Уже выходя, она обернулась и увидела, как Соколов крупными буквами пишет на лежащем на столе листе: «микрорайон «Молодежный». Пишет и подчеркивает, как будто опасается, что иначе слово сотрется из его памяти.


* * *


— Станислав Михайлович! Федор Григорьевич просил зайти, как только придете, — голос Шурочки, раздавшийся, стоило Станиславу переступить порог отдела, похоронил все надежды на спокойное утро. Сам хроническая сова, Соколов утренние совещания не жаловал, и его желание видеть кого-то вот так сразу явно говорило об очередной проблеме. Которых за последний месяц и так было уже слишком много для одного Nска. Будто каждый клочок города жаждал напомнить о себе и обеспечить оперативный отдел работой, а потому пестрел такими аномалиями, с которыми участковые банально не справлялись: не хватало ни сил, ни квалификации.

— Вызывали? — Ленски осторожно заглянул в кабинет начальника. Соколов сидел за столом и вертел в руках карандаш, рассматривая лежащий поперек стола лист, надпись на котором Станислав от двери никак не мог разобрать.

— Вызывал, проходи, Стась, садись, — Соколов дождался, пока Станислав утвердится на стуле, разложив перед собой рабочий блокнот и ручку. — Ко мне с утра заходила Александра…

— Увольняется, что ли? — озвучил Станислав первую пришедшую ему в голову причину ранних визитов к начальству. Текучка кадров у них в отделе всегда била все рекорды не только по Бюро, но и по области в целом. И не стоило удивляться, что у кого-то могли сдать нервы прямо посреди аврала. Но… не хотелось. Вдвоем с Петровичем им город не вытянуть.

— Нет, к счастью, — Соколов покачал головой и, внезапно, обошелся без привычных постукиваний по столу. Вместо этого он постучал карандашом по лежащему перед ним листу бумаги. — Тебе словосочетание «микрорайон «Молодежный» о чем-нибудь говорит?

— Нет, — прежде чем ответить, Станислав честно подумал. Название ощущалось абсолютно незнакомым. Чужеродным.

— И мне нет, а Шурочка говорит, что есть у нас такой микрорайон. Вернее был. До вчерашнего дня.

— И куда делся? — Станислав сам удивился тому, как ровно прозвучал его голос, пока пальцы до хруста стиснули простенькую казенную ручку.

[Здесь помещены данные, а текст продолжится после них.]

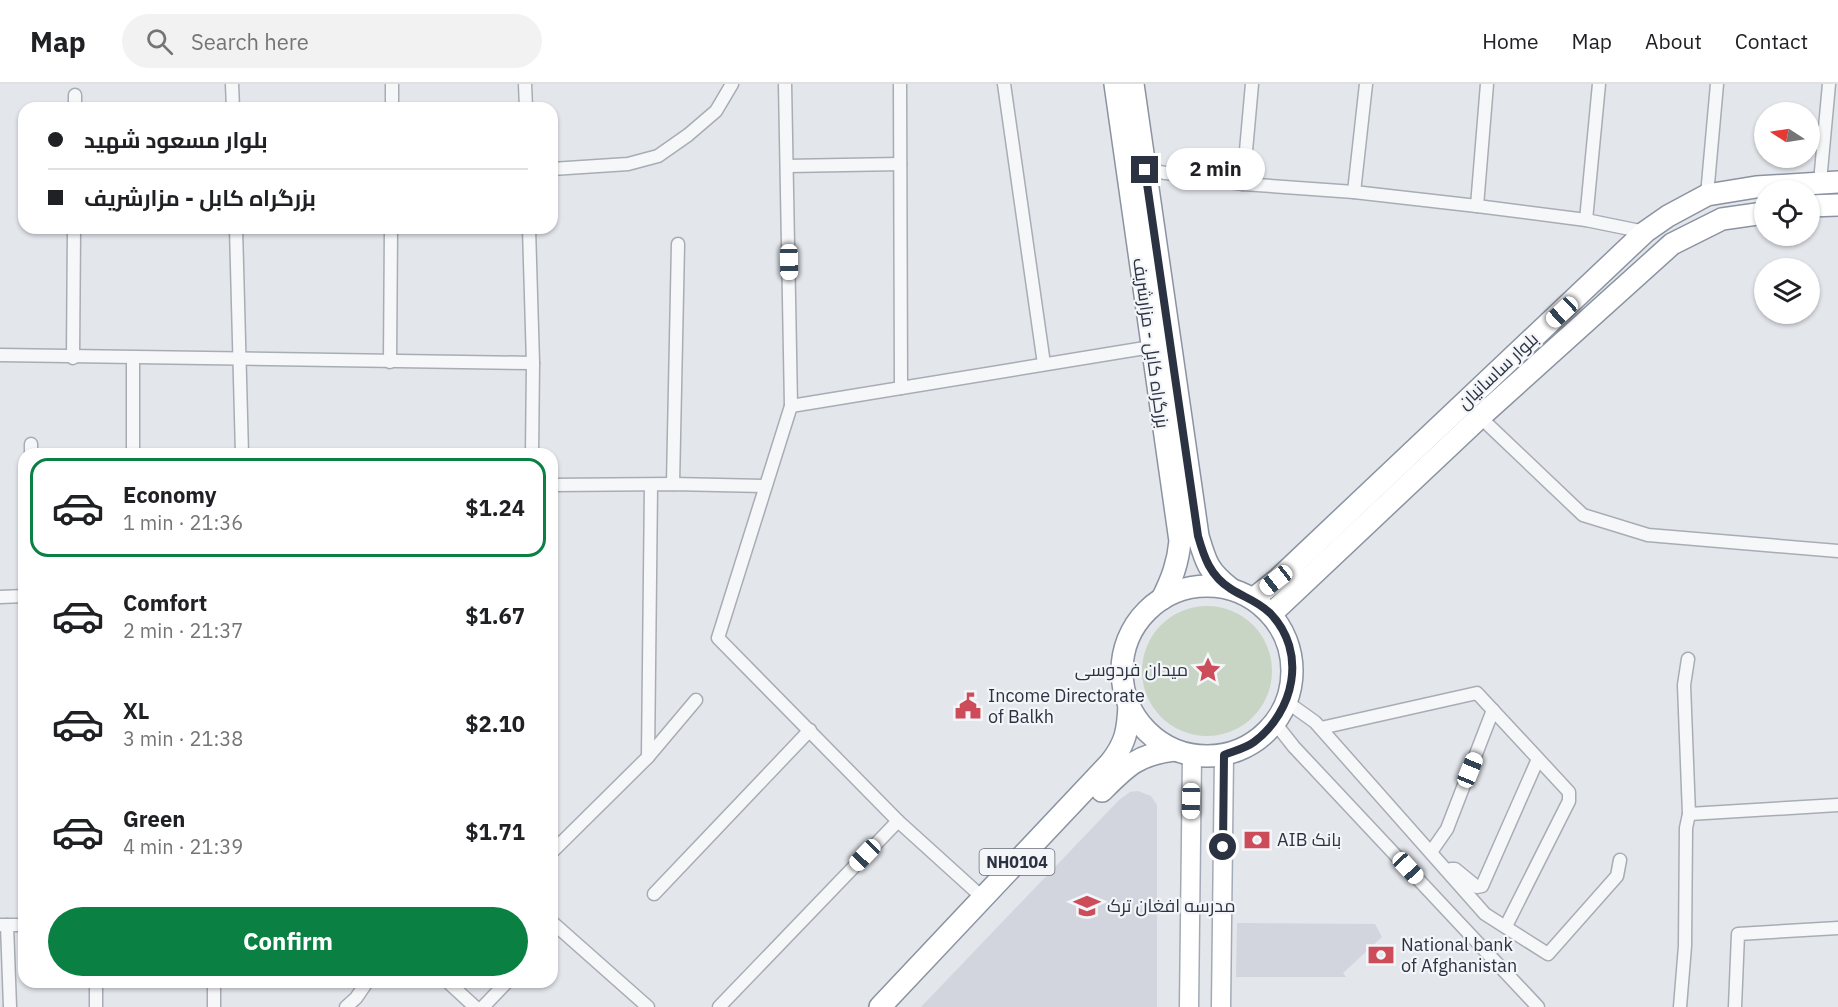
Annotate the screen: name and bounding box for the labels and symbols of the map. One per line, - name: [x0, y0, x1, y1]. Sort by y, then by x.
- north arrow: [1754, 102, 1820, 168]
- callout: 2 min: [1166, 149, 1265, 191]
- route end: [1131, 156, 1158, 183]
- car: [780, 244, 798, 280]
- street label: بزرگراه کابل - مزارشریف: [1128, 256, 1175, 430]
- car: [1543, 293, 1581, 331]
- street label: بلوار ساسانیان: [1452, 327, 1543, 414]
- car: [1256, 562, 1296, 598]
- place icon: میدان فردوسی: [1193, 655, 1223, 685]
- place label: میدان فردوسی: [1075, 658, 1188, 681]
- place label: Income Directorate of Balkh: [988, 684, 1145, 728]
- public building icon: Income Directorate of Balkh: [953, 691, 983, 721]
- car: [1455, 750, 1485, 790]
- car: [1182, 783, 1200, 819]
- bank icon: AIB بانک: [1242, 825, 1272, 855]
- place label: AIB بانک: [1277, 828, 1341, 851]
- route start: [1209, 833, 1236, 860]
- car: [846, 836, 884, 874]
- road number: NH0104: [980, 849, 1054, 875]
- car: [1389, 849, 1427, 887]
- school or university icon: مدرسه افغان ترک: [1072, 891, 1102, 921]
- place label: مدرسه افغان ترک: [1107, 894, 1236, 917]
- place label: National bank of Afghanistan: [1401, 933, 1517, 977]
- bank icon: National bank of Afghanistan: [1366, 940, 1396, 970]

— Исчез, — Соколов отбросил карандаш и снял очки, рефлекторно сунув в рот дужку, — говорит — на ее глазах.

— И нигде ничего?

— Нигде и ничего. Реклама пропала, маршрут у автобуса поменялся. И вот ты, Станислав, скажи мне, как такое может быть?

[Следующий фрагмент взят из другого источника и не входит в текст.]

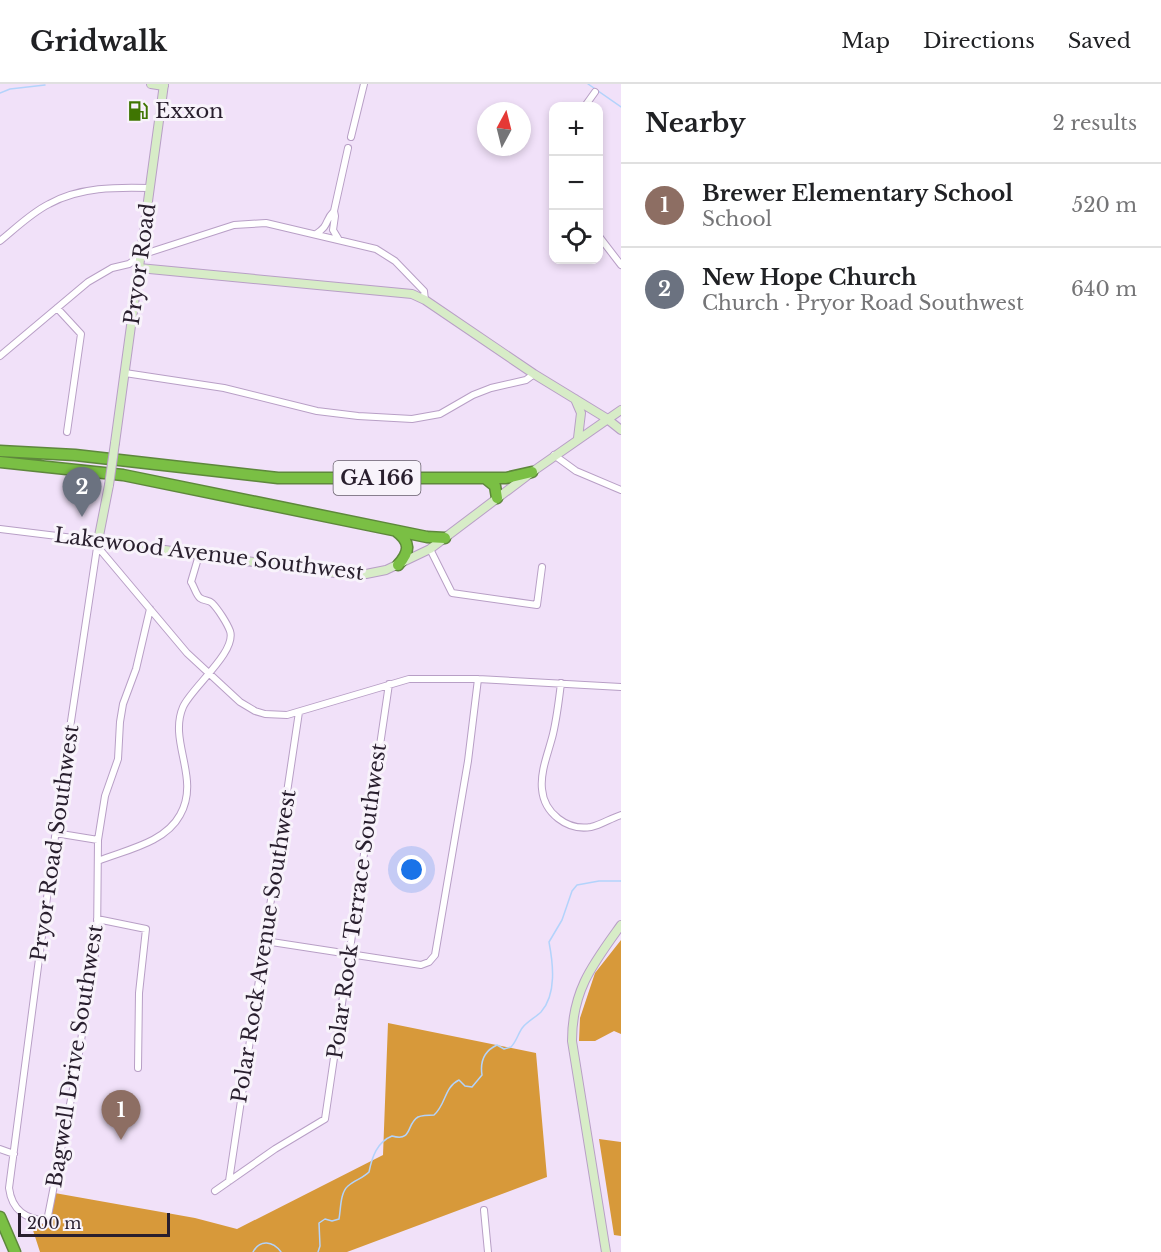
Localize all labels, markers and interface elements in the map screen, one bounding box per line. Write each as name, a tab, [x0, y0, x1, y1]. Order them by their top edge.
text: Gridwalk	[30, 24, 167, 59]
text: Map	[841, 28, 890, 54]
text: Directions	[923, 28, 1035, 54]
text: Saved	[1068, 28, 1131, 54]
place label: Exxon	[155, 98, 224, 124]
fuel station icon: Exxon	[126, 99, 150, 123]
north arrow	[477, 102, 531, 156]
map controls	[549, 102, 603, 264]
button: +	[549, 102, 603, 156]
text: Nearby	[645, 107, 746, 139]
text: 2 results	[1053, 111, 1137, 135]
button: −	[549, 156, 603, 210]
text: Brewer Elementary School	[702, 180, 1013, 207]
text: 1	[660, 193, 669, 217]
text: 520 m	[1072, 193, 1137, 217]
street label: Pryor Road	[119, 202, 161, 326]
text: School	[702, 207, 772, 231]
button: locate	[549, 210, 603, 264]
text: New Hope Church	[702, 264, 917, 291]
text: 2	[658, 277, 671, 301]
text: 640 m	[1071, 277, 1137, 301]
text: Church · Pryor Road Southwest	[702, 291, 1024, 315]
road number: GA 166	[334, 461, 421, 495]
pin: 2	[62, 468, 101, 517]
street label: Lakewood Avenue Southwest	[53, 522, 365, 586]
street label: Pryor Road Southwest	[26, 723, 85, 963]
street label: Polar Rock Terrace Southwest	[322, 741, 392, 1061]
street label: Polar Rock Avenue Southwest	[226, 787, 302, 1105]
your location	[397, 855, 426, 884]
street label: Bagwell Drive Southwest	[41, 923, 109, 1189]
pin: 1	[102, 1090, 140, 1140]
scale bar	[18, 1210, 170, 1238]
text: 200 m	[27, 1213, 81, 1233]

Ленски молчал. Он смотрел на прошедшую по корпусу ручки трещину, вертел ее в руках, будто надеялся увидеть нечто новое, а потом аккуратно закрыл блокнот, положил на него ручку и повернулся к Соколову.

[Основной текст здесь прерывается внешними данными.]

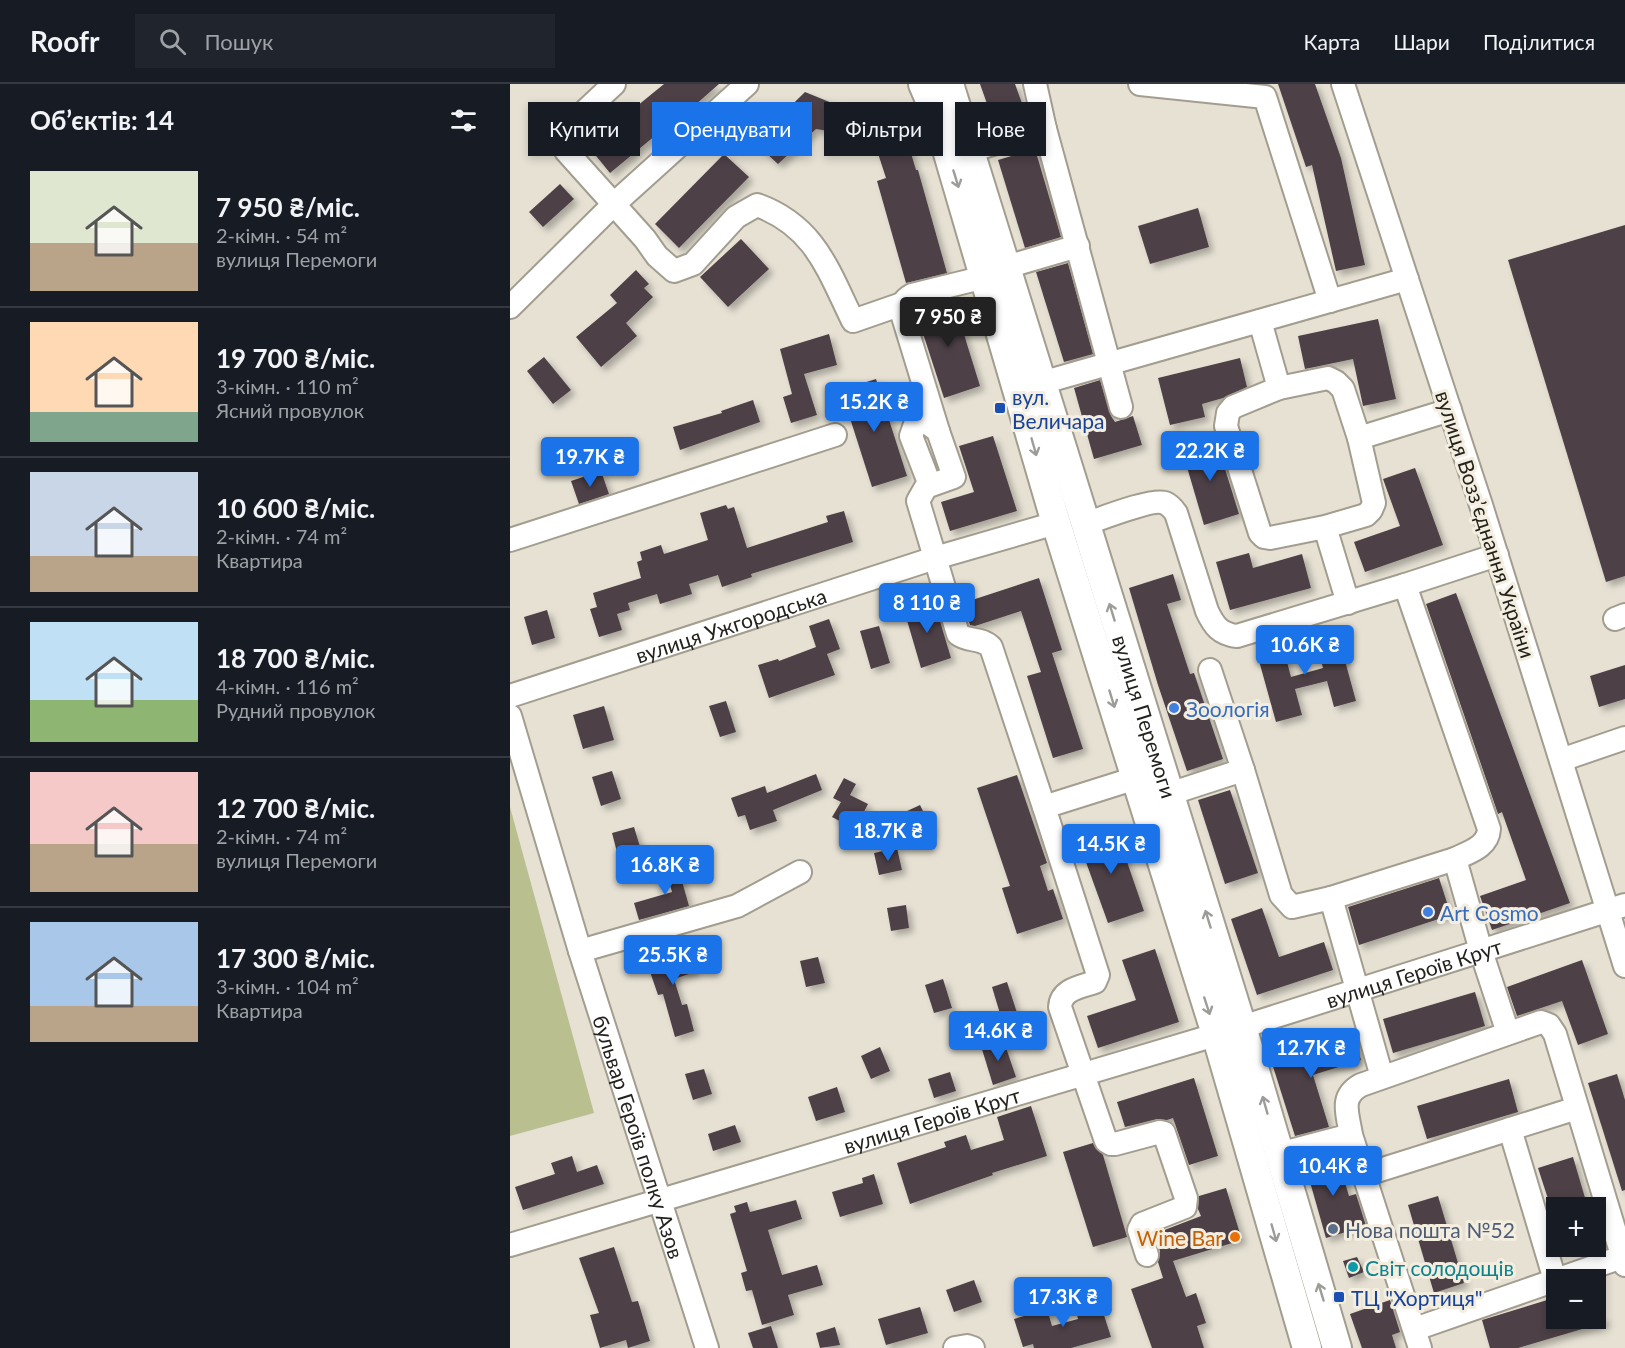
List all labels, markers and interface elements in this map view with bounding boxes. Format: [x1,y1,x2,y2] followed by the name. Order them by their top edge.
[135,14,555,68] search box
[30,24,99,58] text: Roofr
[156,25,189,58] icon: search
[204,28,274,55] text: Пошук
[1304,29,1360,54] text: Карта
[1393,29,1450,54] text: Шари
[1483,29,1595,54] text: Поділитися
[528,102,640,156] chip: Купити
[652,102,812,156] chip: Орендувати
[824,102,943,156] chip: Фільтри
[955,102,1046,156] chip: Нове
[30,104,174,136] text: Об’єктів: 14
[447,104,480,137] icon: filters
[951,169,962,188] one-way arrow
[216,191,360,223] text: 7 950 ₴/міс.
[78,195,150,267] icon: home
[216,223,347,247] text: 2-кімн. · 54 m²
[216,247,377,271] text: вулиця Перемоги
[893,297,1003,348] pin: 7 950 ₴
[914,304,982,328] text: 7 950 ₴
[216,342,375,374] text: 19 700 ₴/міс.
[78,346,150,418] icon: home
[216,374,359,398] text: 3-кімн. · 110 m²
[819,382,929,433] pin: 15.2K ₴
[1012,384,1104,433] place label: вул. Величара
[1431,387,1541,661] street label: вулиця Воззʼєднання України
[839,389,909,413] text: 15.2K ₴
[216,398,364,422] text: Ясний провулок
[993,401,1007,415] marker: вул. Величара
[1155,431,1265,482] pin: 22.2K ₴
[535,437,645,488] pin: 19.7K ₴
[1029,437,1040,456] one-way arrow
[1175,438,1245,462] text: 22.2K ₴
[555,444,625,468] text: 19.7K ₴
[216,492,375,524] text: 10 600 ₴/міс.
[78,496,150,568] icon: home
[216,524,347,548] text: 2-кімн. · 74 m²
[216,548,303,572] text: Квартира
[632,582,829,667] street label: вулиця Ужгородська
[872,583,982,634] pin: 8 110 ₴
[893,590,961,614] text: 8 110 ₴
[1106,603,1117,622] one-way arrow
[1250,625,1360,676] pin: 10.6K ₴
[1108,632,1183,801] street label: вулиця Перемоги
[1270,632,1340,656] text: 10.6K ₴
[216,642,375,674] text: 18 700 ₴/міс.
[78,646,150,718] icon: home
[216,674,359,698] text: 4-кімн. · 116 m²
[1107,689,1118,708] one-way arrow
[1186,696,1270,721] place label: Зоологія
[216,698,375,722] text: Рудний провулок
[1167,701,1181,715] marker: Зоологія
[216,792,375,824] text: 12 700 ₴/міс.
[78,796,150,868] icon: home
[833,811,943,862] pin: 18.7K ₴
[853,818,923,842] text: 18.7K ₴
[216,824,347,848] text: 2-кімн. · 74 m²
[1056,824,1166,875] pin: 14.5K ₴
[1076,831,1146,855] text: 14.5K ₴
[610,845,720,896] pin: 16.8K ₴
[216,848,377,872] text: вулиця Перемоги
[630,852,700,876] text: 16.8K ₴
[1440,900,1539,925] place label: Art Cosmo
[1421,905,1435,919] marker: Art Cosmo
[1202,909,1213,928] one-way arrow
[1323,932,1505,1012] street label: вулиця Героїв Крут
[618,935,728,986] pin: 25.5K ₴
[216,942,375,974] text: 17 300 ₴/міс.
[638,942,708,966] text: 25.5K ₴
[78,946,150,1018] icon: home
[216,974,359,998] text: 3-кімн. · 104 m²
[1202,996,1213,1015] one-way arrow
[216,998,303,1022] text: Квартира
[943,1011,1053,1062] pin: 14.6K ₴
[589,1012,690,1261] street label: бульвар Героїв полку Азов
[963,1018,1033,1042] text: 14.6K ₴
[1256,1028,1366,1079] pin: 12.7K ₴
[1276,1035,1346,1059] text: 12.7K ₴
[840,1081,1023,1158] street label: вулиця Героїв Крут
[1259,1096,1270,1115] one-way arrow
[1278,1146,1388,1197] pin: 10.4K ₴
[1298,1153,1368,1177] text: 10.4K ₴
[1546,1197,1606,1329] map controls
[1546,1197,1606,1257] button: +
[1345,1217,1515,1242] place label: Нова пошта №52
[1326,1222,1340,1236] marker: Нова пошта №52
[1269,1223,1280,1242] one-way arrow
[1137,1225,1223,1250] place label: Wine Bar
[1228,1230,1242,1244] marker: Wine Bar
[1365,1255,1514,1280] place label: Світ солодощів
[1346,1260,1360,1274] marker: Світ солодощів
[1546,1269,1606,1329] button: −
[1008,1277,1118,1328] pin: 17.3K ₴
[1315,1283,1326,1302] one-way arrow
[1028,1284,1098,1308] text: 17.3K ₴
[1351,1285,1483,1310] place label: ТЦ "Хортиця"
[1332,1290,1346,1304] marker: ТЦ "Хортиця"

— Мы падаем, Федор Григорьевич. Nск падает. И первыми откалываются слабые куски.

— Бред! — Соколов фыркнул. — Nск слишком молодой город, чтоб его затянуло. За что его и определили в областные центры.

— Молодой, — Стас согласно кивнул, — и поэтому собственной твердой основы у него тоже нет. Недаром наше управление не здесь сидит, а в Великих Луках. Подальше от провалов. Псков, Изборск… воронка уже начала формироваться, а Nску просто не на что опереться, чтобы ее стабилизировать. Так что падет не только Nск. Хорошо, если хотя бы юг области устоит.

— Какая воронка, Стася? Ну какая? — Соколов нервно вскочил с места и заходил по кабинету, отчетливо припадая на левую ногу.

— Та самая, — Станислав упрямо наклонил голову, рассматривая переплетение каких-то линий на обложке блокнота, — как на Бермудах была. Или как та, что Москву утянула. Вот уж город был — основа из основ.

— Москва сама развалилась, — Соколов отмахнулся, — раскололась, как Константинополь, по корневому идеологическому противоречию.

— А потом обе они рухнули во Владимиро-тульскую воронку вместе со всей Советской империей.

— Какой такой империей? — Соколов даже остановился.

— Не знаю, вернее, скорее всего не помню. А Софья Марковна, теща моя, говорит, была такая, но недолго. Москва, потом Чернобыльский прорыв — и все.

— Хорошо, — Соколов тяжело рухнул на стул напротив Станислава, — допустим, воронка. Где два провала — там и третий, да. Но почему именно Nск?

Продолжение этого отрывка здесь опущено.